*** Data provided

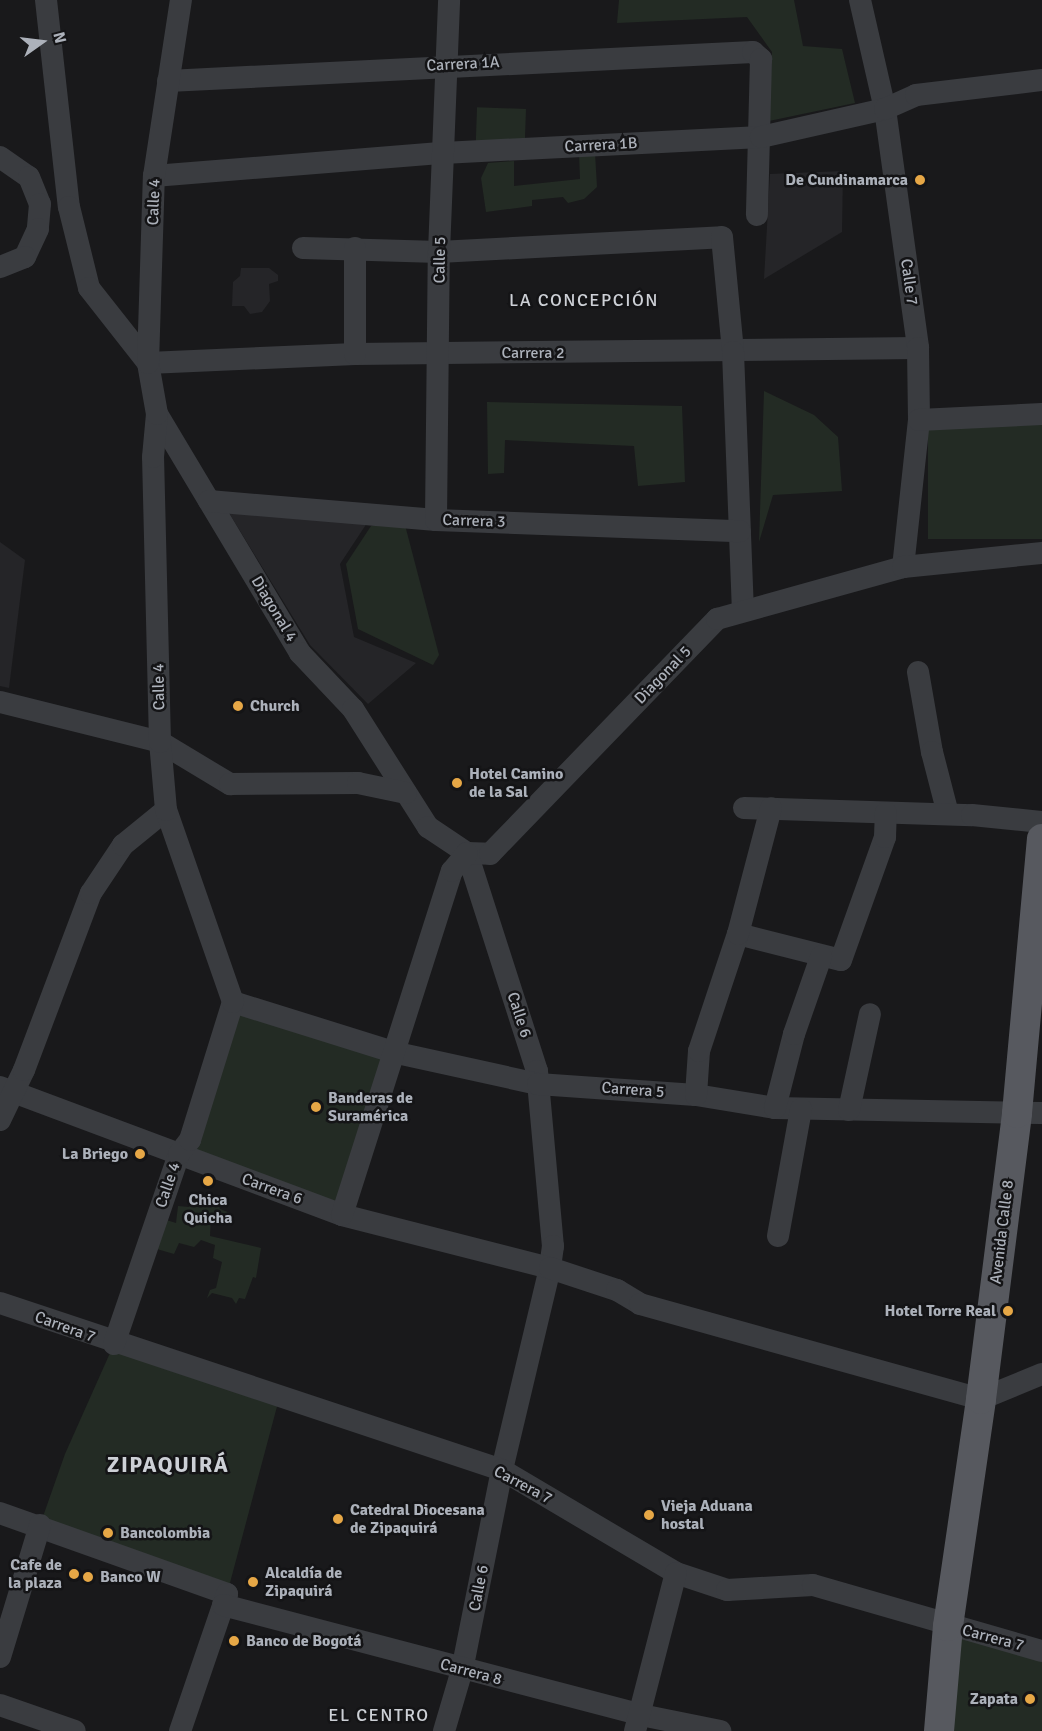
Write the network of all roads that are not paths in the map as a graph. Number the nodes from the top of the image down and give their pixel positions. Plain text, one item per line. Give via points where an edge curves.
1 (46, 0) edge
2 (181, 0) edge
3 (449, 0) edge
4 (860, 0) edge
5 (446, 65) junction
6 (1042, 80) edge
7 (168, 81) junction
8 (885, 109) junction
9 (761, 137) junction
10 (443, 153) junction
11 (0, 157) edge
12 (154, 176) junction
13 (757, 215) dead end
14 (303, 248) dead end
15 (355, 248) junction
16 (439, 252) junction
17 (0, 267) edge
18 (918, 348) junction
19 (733, 352) junction
20 (355, 354) junction
21 (440, 354) junction
22 (148, 363) junction
23 (157, 414) junction
24 (1042, 414) edge
25 (919, 420) junction
26 (209, 501) junction
27 (436, 520) junction
28 (740, 531) junction
29 (1042, 553) edge
30 (903, 567) junction
31 (743, 611) junction
32 (918, 672) dead end
33 (0, 702) edge
34 (160, 742) junction
35 (406, 793) junction
36 (744, 807) dead end
37 (771, 808) junction
38 (166, 810) junction
39 (886, 813) junction
40 (948, 814) junction
41 (1042, 822) edge
42 (1042, 839) edge
43 (467, 853) junction
44 (738, 933) junction
45 (831, 958) junction
46 (233, 1002) junction
47 (870, 1014) dead end
48 (397, 1053) junction
49 (538, 1084) junction
50 (5, 1089) edge
51 (696, 1095) junction
52 (775, 1108) junction
53 (801, 1109) junction
54 (849, 1110) junction
55 (1029, 1113) edge
56 (0, 1120) edge
57 (179, 1154) junction
58 (342, 1215) junction
59 (778, 1236) dead end
60 (550, 1268) junction
61 (0, 1303) edge
62 (114, 1344) junction
63 (1042, 1374) edge
64 (981, 1399) junction
65 (502, 1470) junction
66 (0, 1513) edge
67 (40, 1525) junction
68 (676, 1573) junction
69 (225, 1599) junction
70 (948, 1626) junction
71 (1042, 1651) edge
72 (0, 1657) edge
73 (462, 1670) junction
74 (0, 1705) edge
75 (638, 1723) edge
76 (75, 1731) edge
77 (180, 1731) edge
78 (444, 1731) edge
79 (720, 1731) edge
80 (939, 1731) edge

1 - 22 street via 69,207 89,288
2 - 7 street, Calle 4
3 - 5 street, Calle 5
4 - 8 street, Calle 7
5 - 7 street, Carrera 1A
5 - 9 street, Carrera 1A via 757,54 761,59
5 - 10 street, Calle 5
6 - 8 street, Carrera 1B via 916,95
7 - 12 street, Calle 4
8 - 9 street, Carrera 1B
8 - 18 street, Calle 7
9 - 10 street, Carrera 1B
9 - 13 street
10 - 12 street, Carrera 1B
10 - 16 street, Calle 5
11 - 17 street via 29,177 40,204 38,229 25,257
12 - 22 street, Calle 4
14 - 15 street
15 - 16 street
15 - 20 street
16 - 19 street via 722,237
16 - 21 street, Calle 5
18 - 19 street, Carrera 2
18 - 25 street, Calle 7
19 - 21 street, Carrera 2
19 - 28 street
20 - 21 street, Carrera 2
20 - 22 street, Carrera 2
21 - 27 street, Calle 5
22 - 23 street, Calle 4
23 - 26 street, Diagonal 4
23 - 34 street, Calle 4 via 153,457
24 - 25 street
25 - 30 street, Calle 7
26 - 27 street, Carrera 3
26 - 35 street, Diagonal 4 via 300,653 354,709
27 - 28 street, Carrera 3
28 - 31 street
29 - 30 street
30 - 31 street, Diagonal 5
31 - 43 street, Diagonal 5 via 717,619 490,854
32 - 40 street
33 - 34 street
34 - 35 street via 230,784 358,783
34 - 38 street, Calle 4
35 - 43 street via 428,827
36 - 37 street
37 - 39 street
37 - 44 street
38 - 46 street, Calle 4
38 - 50 street via 123,845 91,893 24,1070
39 - 40 street
39 - 45 street via 885,837
40 - 41 street
42 - 55 main road, Avenida Calle 8
43 - 48 street via 452,871
43 - 49 street, Calle 6
44 - 45 street
44 - 51 street via 699,1051
45 - 52 street via 794,1034
46 - 48 street, Carrera 5
46 - 57 street, Calle 4 via 190,1140
47 - 54 street
48 - 49 street, Carrera 5
48 - 58 street
49 - 51 street, Carrera 5
49 - 60 street, Calle 6 via 553,1246
50 - 56 street
50 - 57 street, Carrera 6
51 - 52 street, Carrera 5
52 - 53 street, Carrera 5
53 - 54 street, Carrera 5
53 - 59 street
54 - 55 street, Carrera 5
55 - 64 main road, Avenida Calle 8
57 - 58 street, Carrera 6
57 - 62 street, Calle 4
58 - 60 street, Carrera 6
60 - 64 street via 617,1290 640,1304
60 - 65 street, Calle 6
61 - 62 street, Carrera 7
62 - 65 street, Carrera 7
63 - 64 street
64 - 70 main road, Avenida Calle 8
65 - 68 street, Carrera 7
65 - 73 street, Calle 6
66 - 67 street, Carrera 8
67 - 69 street, Carrera 8
67 - 72 street
68 - 70 street, Carrera 7 via 727,1590 813,1585
68 - 75 street
69 - 73 street, Carrera 8
69 - 77 street
70 - 71 street, Carrera 7
70 - 80 main road, Avenida Calle 8
73 - 75 street, Carrera 8
73 - 78 street, Calle 6
74 - 76 street
75 - 79 street, Carrera 8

******

Task:
Keep the pictures out of your copy, and repeat every entry above exactly.

Answer to the problem:
Write the network of all roads that are not paths in the map as a graph. Number the nodes from the top of the image down and give their pixel positions. Plain text, one item per line. Give via points where an edge curves.
1 (46, 0) edge
2 (181, 0) edge
3 (449, 0) edge
4 (860, 0) edge
5 (446, 65) junction
6 (1042, 80) edge
7 (168, 81) junction
8 (885, 109) junction
9 (761, 137) junction
10 (443, 153) junction
11 (0, 157) edge
12 (154, 176) junction
13 (757, 215) dead end
14 (303, 248) dead end
15 (355, 248) junction
16 (439, 252) junction
17 (0, 267) edge
18 (918, 348) junction
19 (733, 352) junction
20 (355, 354) junction
21 (440, 354) junction
22 (148, 363) junction
23 (157, 414) junction
24 (1042, 414) edge
25 (919, 420) junction
26 (209, 501) junction
27 (436, 520) junction
28 (740, 531) junction
29 (1042, 553) edge
30 (903, 567) junction
31 (743, 611) junction
32 (918, 672) dead end
33 (0, 702) edge
34 (160, 742) junction
35 (406, 793) junction
36 (744, 807) dead end
37 (771, 808) junction
38 (166, 810) junction
39 (886, 813) junction
40 (948, 814) junction
41 (1042, 822) edge
42 (1042, 839) edge
43 (467, 853) junction
44 (738, 933) junction
45 (831, 958) junction
46 (233, 1002) junction
47 (870, 1014) dead end
48 (397, 1053) junction
49 (538, 1084) junction
50 (5, 1089) edge
51 (696, 1095) junction
52 (775, 1108) junction
53 (801, 1109) junction
54 (849, 1110) junction
55 (1029, 1113) edge
56 (0, 1120) edge
57 (179, 1154) junction
58 (342, 1215) junction
59 (778, 1236) dead end
60 (550, 1268) junction
61 (0, 1303) edge
62 (114, 1344) junction
63 (1042, 1374) edge
64 (981, 1399) junction
65 (502, 1470) junction
66 (0, 1513) edge
67 (40, 1525) junction
68 (676, 1573) junction
69 (225, 1599) junction
70 (948, 1626) junction
71 (1042, 1651) edge
72 (0, 1657) edge
73 (462, 1670) junction
74 (0, 1705) edge
75 (638, 1723) edge
76 (75, 1731) edge
77 (180, 1731) edge
78 (444, 1731) edge
79 (720, 1731) edge
80 (939, 1731) edge

1 - 22 street via 69,207 89,288
2 - 7 street, Calle 4
3 - 5 street, Calle 5
4 - 8 street, Calle 7
5 - 7 street, Carrera 1A
5 - 9 street, Carrera 1A via 757,54 761,59
5 - 10 street, Calle 5
6 - 8 street, Carrera 1B via 916,95
7 - 12 street, Calle 4
8 - 9 street, Carrera 1B
8 - 18 street, Calle 7
9 - 10 street, Carrera 1B
9 - 13 street
10 - 12 street, Carrera 1B
10 - 16 street, Calle 5
11 - 17 street via 29,177 40,204 38,229 25,257
12 - 22 street, Calle 4
14 - 15 street
15 - 16 street
15 - 20 street
16 - 19 street via 722,237
16 - 21 street, Calle 5
18 - 19 street, Carrera 2
18 - 25 street, Calle 7
19 - 21 street, Carrera 2
19 - 28 street
20 - 21 street, Carrera 2
20 - 22 street, Carrera 2
21 - 27 street, Calle 5
22 - 23 street, Calle 4
23 - 26 street, Diagonal 4
23 - 34 street, Calle 4 via 153,457
24 - 25 street
25 - 30 street, Calle 7
26 - 27 street, Carrera 3
26 - 35 street, Diagonal 4 via 300,653 354,709
27 - 28 street, Carrera 3
28 - 31 street
29 - 30 street
30 - 31 street, Diagonal 5
31 - 43 street, Diagonal 5 via 717,619 490,854
32 - 40 street
33 - 34 street
34 - 35 street via 230,784 358,783
34 - 38 street, Calle 4
35 - 43 street via 428,827
36 - 37 street
37 - 39 street
37 - 44 street
38 - 46 street, Calle 4
38 - 50 street via 123,845 91,893 24,1070
39 - 40 street
39 - 45 street via 885,837
40 - 41 street
42 - 55 main road, Avenida Calle 8
43 - 48 street via 452,871
43 - 49 street, Calle 6
44 - 45 street
44 - 51 street via 699,1051
45 - 52 street via 794,1034
46 - 48 street, Carrera 5
46 - 57 street, Calle 4 via 190,1140
47 - 54 street
48 - 49 street, Carrera 5
48 - 58 street
49 - 51 street, Carrera 5
49 - 60 street, Calle 6 via 553,1246
50 - 56 street
50 - 57 street, Carrera 6
51 - 52 street, Carrera 5
52 - 53 street, Carrera 5
53 - 54 street, Carrera 5
53 - 59 street
54 - 55 street, Carrera 5
55 - 64 main road, Avenida Calle 8
57 - 58 street, Carrera 6
57 - 62 street, Calle 4
58 - 60 street, Carrera 6
60 - 64 street via 617,1290 640,1304
60 - 65 street, Calle 6
61 - 62 street, Carrera 7
62 - 65 street, Carrera 7
63 - 64 street
64 - 70 main road, Avenida Calle 8
65 - 68 street, Carrera 7
65 - 73 street, Calle 6
66 - 67 street, Carrera 8
67 - 69 street, Carrera 8
67 - 72 street
68 - 70 street, Carrera 7 via 727,1590 813,1585
68 - 75 street
69 - 73 street, Carrera 8
69 - 77 street
70 - 71 street, Carrera 7
70 - 80 main road, Avenida Calle 8
73 - 75 street, Carrera 8
73 - 78 street, Calle 6
74 - 76 street
75 - 79 street, Carrera 8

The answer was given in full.